Exercise data:
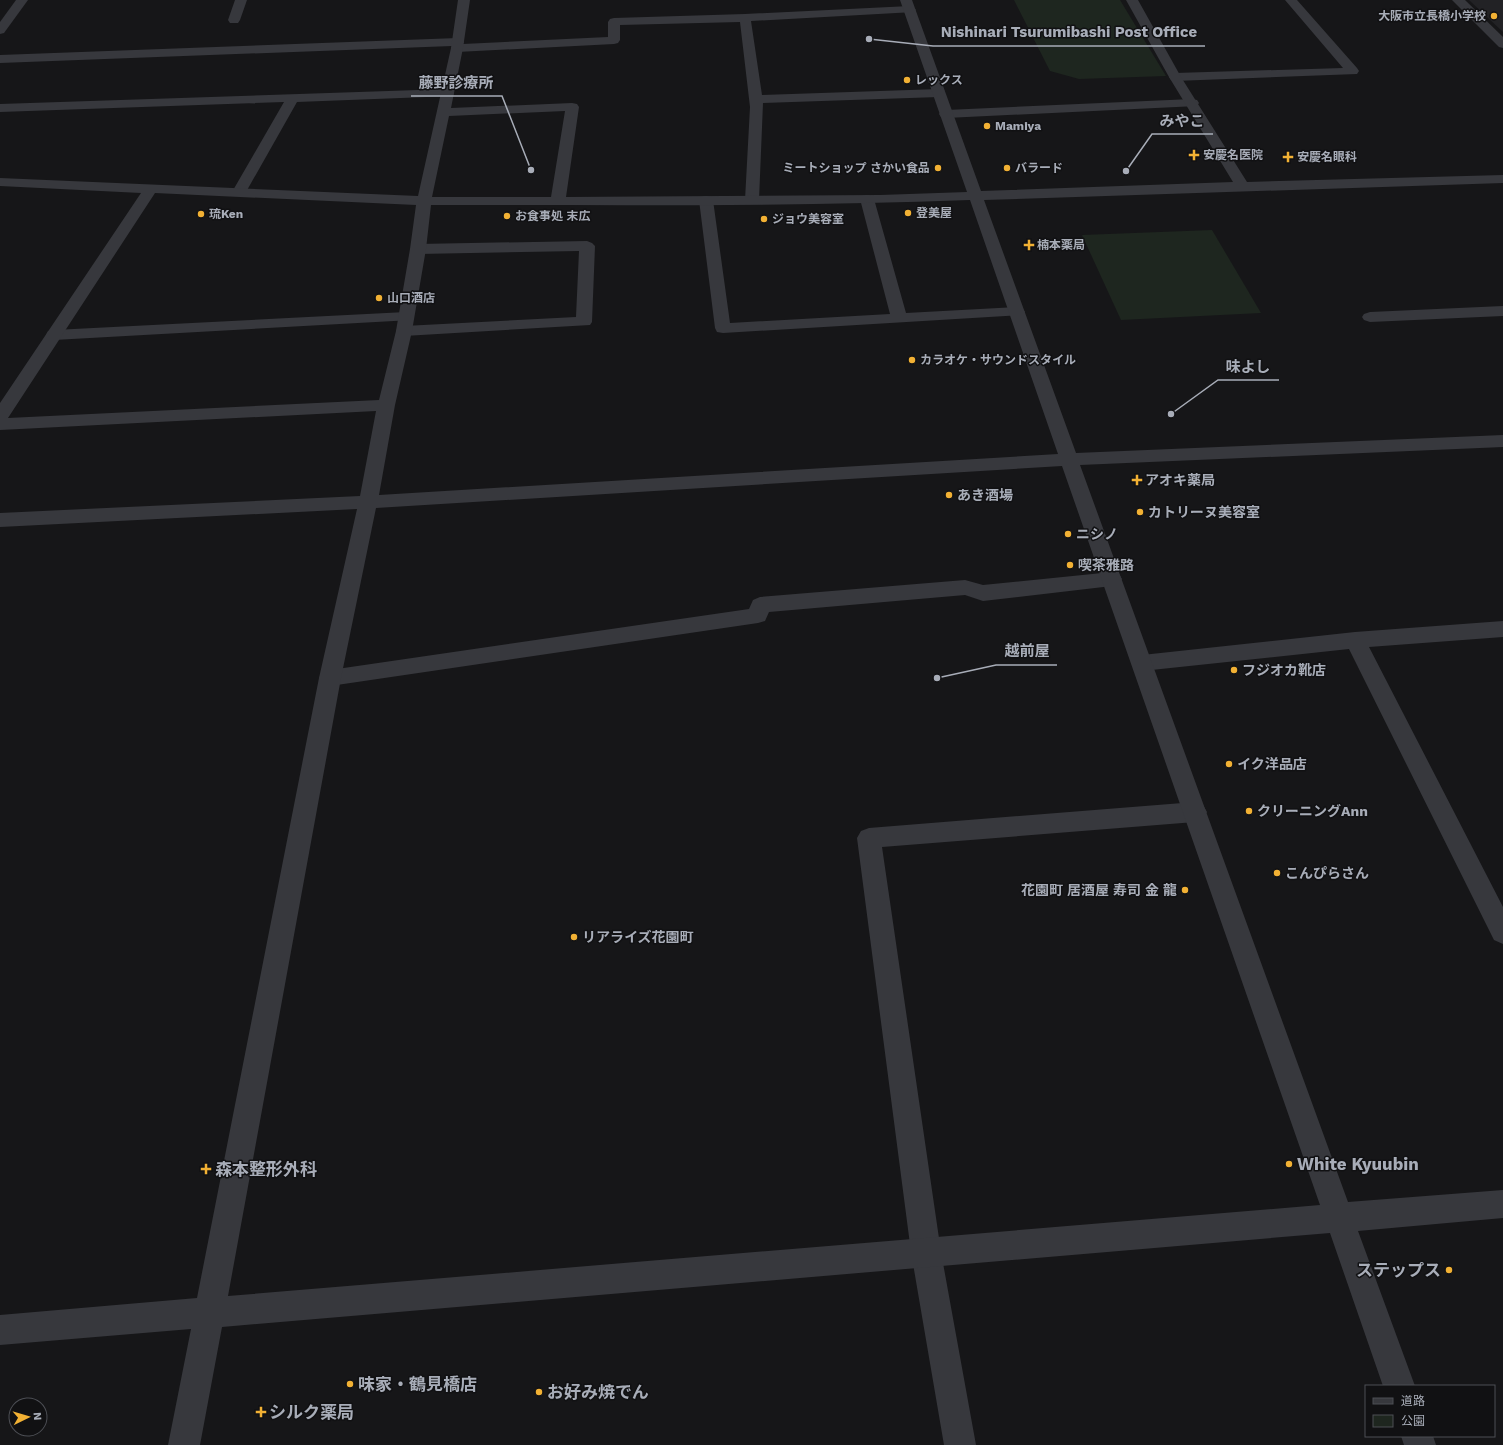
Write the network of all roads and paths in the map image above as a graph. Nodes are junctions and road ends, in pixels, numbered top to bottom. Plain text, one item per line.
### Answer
1 (22, 0) edge
2 (241, 0) edge
3 (464, 0) edge
4 (1132, 0) edge
5 (1291, 0) edge
6 (1458, 0) edge
7 (908, 5) edge
8 (745, 18) junction
9 (234, 20) dead end
10 (0, 30) edge
11 (1503, 44) edge
12 (458, 45) junction
13 (0, 59) edge
14 (1175, 76) junction
15 (939, 93) junction
16 (292, 99) junction
17 (756, 99) junction
18 (446, 103) junction
19 (1192, 103) junction
20 (0, 108) edge
21 (946, 114) junction
22 (1503, 179) edge
23 (0, 182) edge
24 (1243, 186) junction
25 (151, 188) junction
26 (239, 192) junction
27 (976, 196) junction
28 (867, 199) junction
29 (706, 200) junction
30 (752, 200) junction
31 (424, 201) junction
32 (558, 201) junction
33 (418, 249) junction
34 (1503, 310) edge
35 (1017, 312) junction
36 (1370, 317) dead end
37 (899, 318) junction
38 (405, 324) junction
39 (54, 335) junction
40 (386, 405) junction
41 (0, 416) edge
42 (0, 424) edge
43 (1503, 442) edge
44 (1070, 459) junction
45 (368, 502) junction
46 (0, 520) edge
47 (1112, 579) junction
48 (1503, 629) edge
49 (1355, 640) junction
50 (1142, 663) junction
51 (330, 678) junction
52 (1195, 812) junction
53 (1503, 932) edge
54 (1503, 1204) edge
55 (1339, 1218) junction
56 (926, 1252) junction
57 (210, 1312) junction
58 (0, 1330) edge
59 (1399, 1385) edge
60 (184, 1445) edge
61 (960, 1445) edge

1 - 10 street
2 - 9 street
3 - 12 street
4 - 14 street
5 - 14 street
6 - 11 street
7 - 8 street
7 - 15 street
8 - 12 street
8 - 17 street
12 - 13 street
12 - 18 street
14 - 19 street
15 - 17 street
15 - 21 street
16 - 18 street
16 - 20 street
16 - 26 street
17 - 30 street
18 - 31 street
18 - 32 street
19 - 21 street
19 - 24 street
21 - 27 street
22 - 24 street
23 - 25 street
24 - 27 street
25 - 26 street
25 - 39 street
26 - 31 street
27 - 28 street
27 - 35 street
28 - 30 street
28 - 37 street
29 - 30 street
29 - 32 street
29 - 37 street
31 - 32 street
31 - 33 street
33 - 38 street
33 - 38 street
34 - 36 street
35 - 37 street
35 - 44 street
38 - 39 street
38 - 40 street
39 - 41 street
40 - 42 street
40 - 45 street
43 - 44 street
44 - 45 street
44 - 47 street
45 - 46 street
45 - 51 street
47 - 50 street
47 - 51 street
48 - 49 street
49 - 50 street
49 - 53 street
50 - 52 street
51 - 57 street
52 - 55 street
52 - 56 street
54 - 55 street
55 - 56 street
55 - 59 street
56 - 57 street
56 - 61 street
57 - 58 street
57 - 60 street

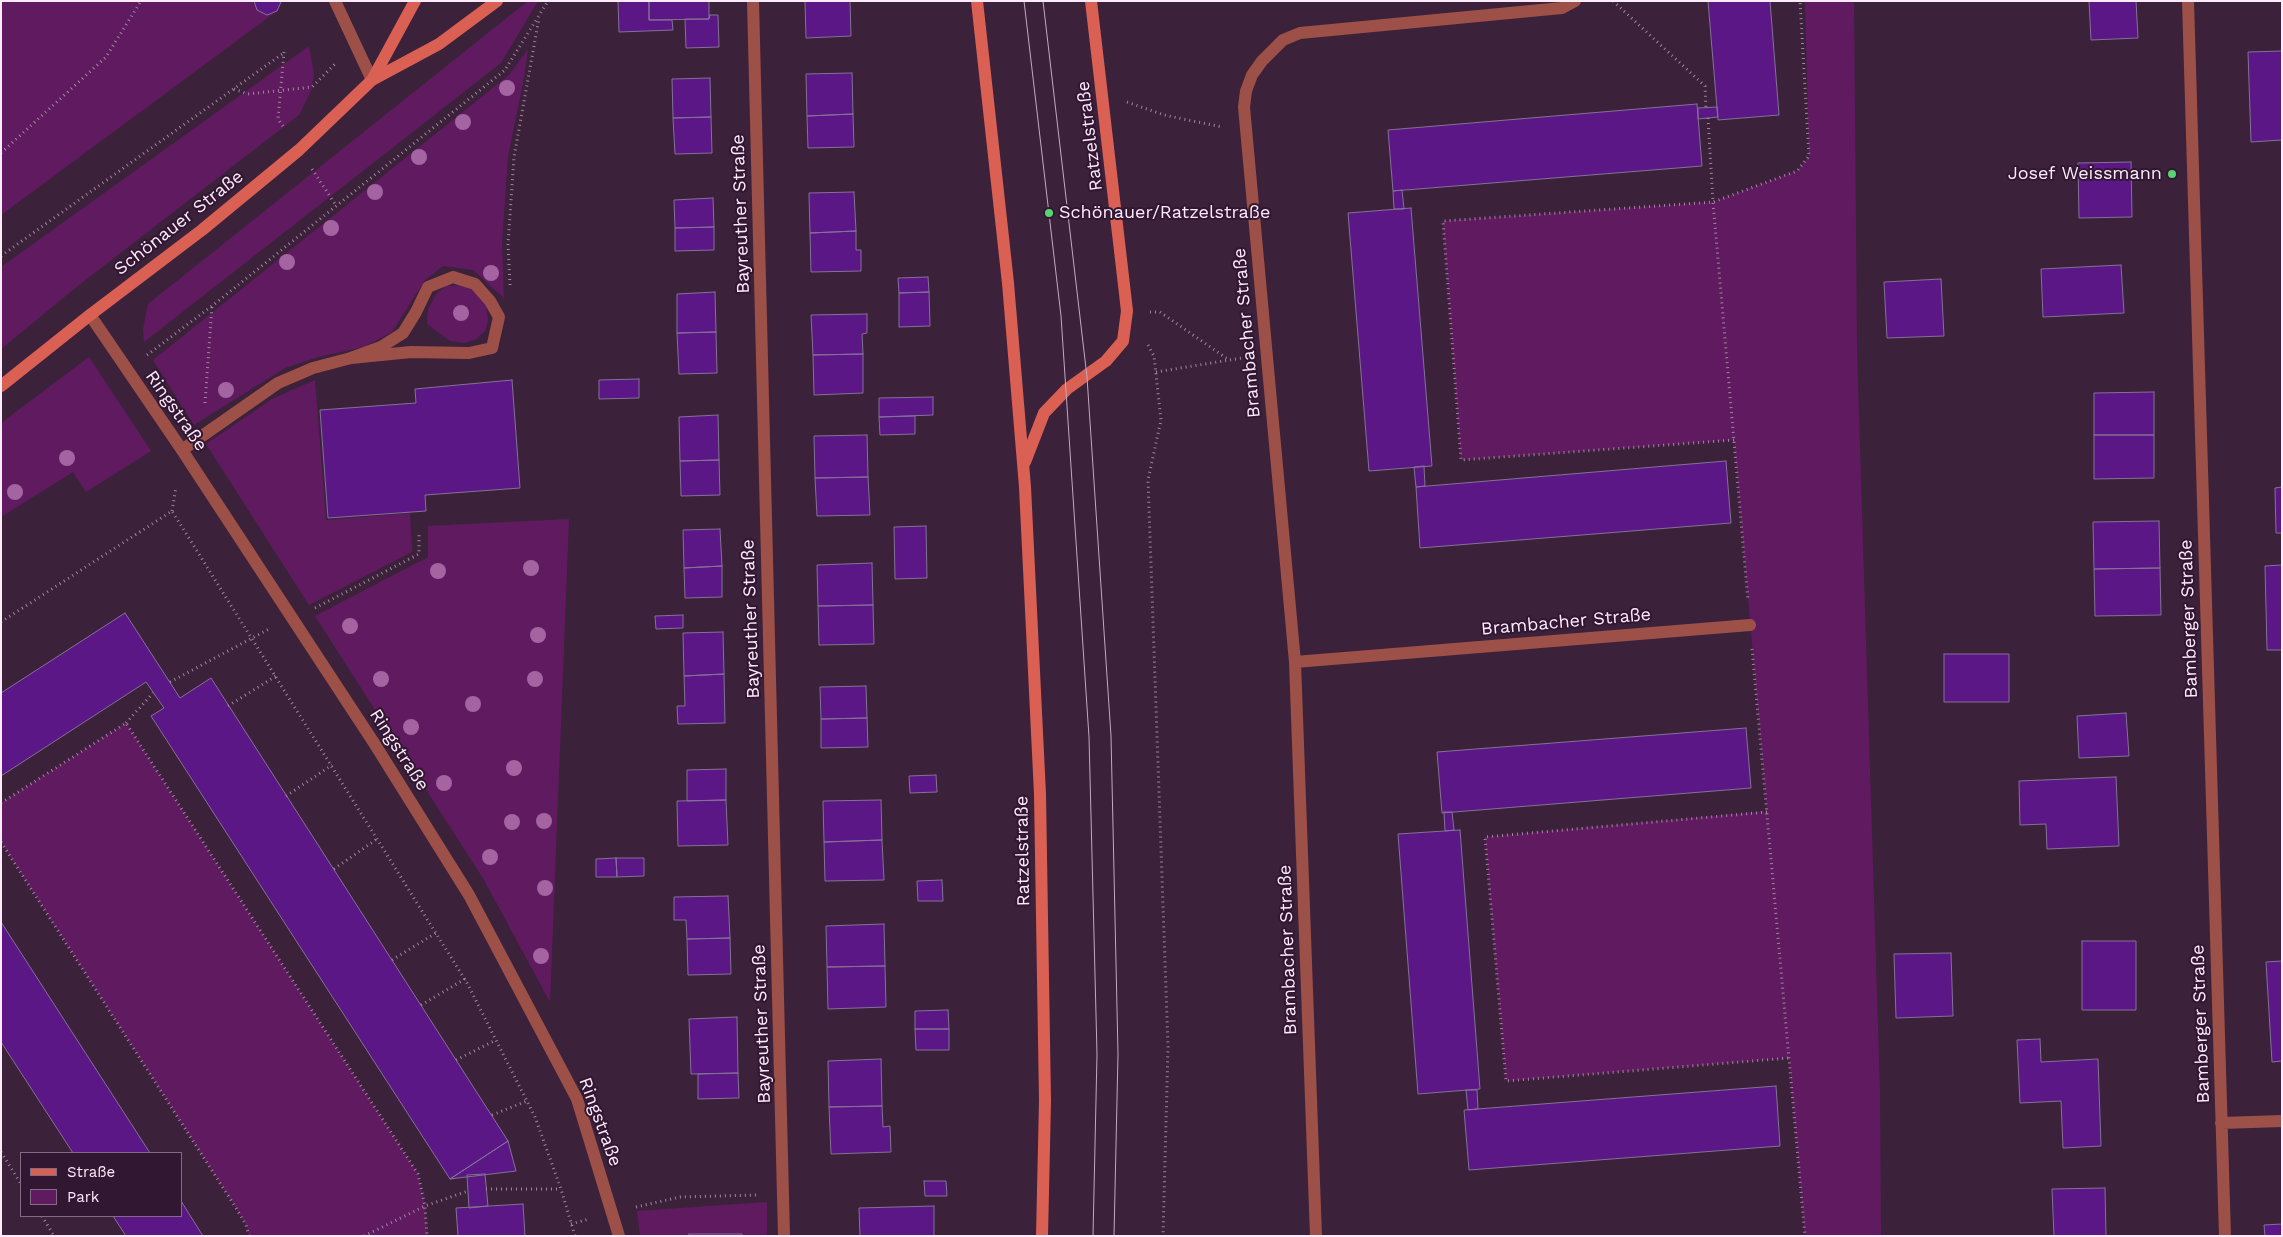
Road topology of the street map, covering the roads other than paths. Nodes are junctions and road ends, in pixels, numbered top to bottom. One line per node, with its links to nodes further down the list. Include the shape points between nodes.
1 (335, 1): 9 (street)
2 (415, 1): 9 (main road, Schönauer Straße)
3 (497, 1): 9 (main road, Schönauer Straße, via 439,44)
4 (753, 1): 20 (street, Bayreuther Straße)
5 (976, 1): 14 (main road, Ratzelstraße, via 1008,283)
6 (1091, 1): 14 (main road, Ratzelstraße, via 1127,312 1123,341 1106,361 1068,389 1044,413)
7 (1576, 1): 16 (street, Brambacher Straße, via 1562,8 1300,33 1283,40 1252,76 1244,107)
8 (2188, 1): 18 (street, Bamberger Straße)
9 (372, 80): 10 (main road, Schönauer Straße, via 291,156 202,230)
10 (90, 315): 12 (main road, Schönauer Straße); 13 (street, Ringstraße)
11 (351, 358): 11 (street, via 411,352 469,353 492,348 499,317 475,284 452,277 428,286 403,333 381,347); 13 (street, via 313,368 278,383)
12 (1, 386)
13 (182, 450): 19 (street, Ringstraße, via 469,894 578,1099)
14 (1023, 466): 21 (main road, Ratzelstraße, via 1040,794 1044,1101)
15 (1750, 625): 16 (street, Brambacher Straße)
16 (1295, 662): 22 (street, Brambacher Straße)
17 (2282, 1121): 18 (street)
18 (2221, 1123): 23 (street, Bamberger Straße)
19 (619, 1236)
20 (784, 1236)
21 (1042, 1236)
22 (1316, 1236)
23 (2225, 1236)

Task details: Show the lines above that have the word "bottom".

Result:
Write the network of all roads and paths in the map image above as a graph. Nodes are junctions and road ends, in pixels, numbered top to bottom. Plain text, one item per line.
Road topology of the street map, covering the roads other than paths. Nodes are junctions and road ends, in pixels, numbered top to bottom. One line per node, with its links to nodes further down the list. Include the shape points between nodes.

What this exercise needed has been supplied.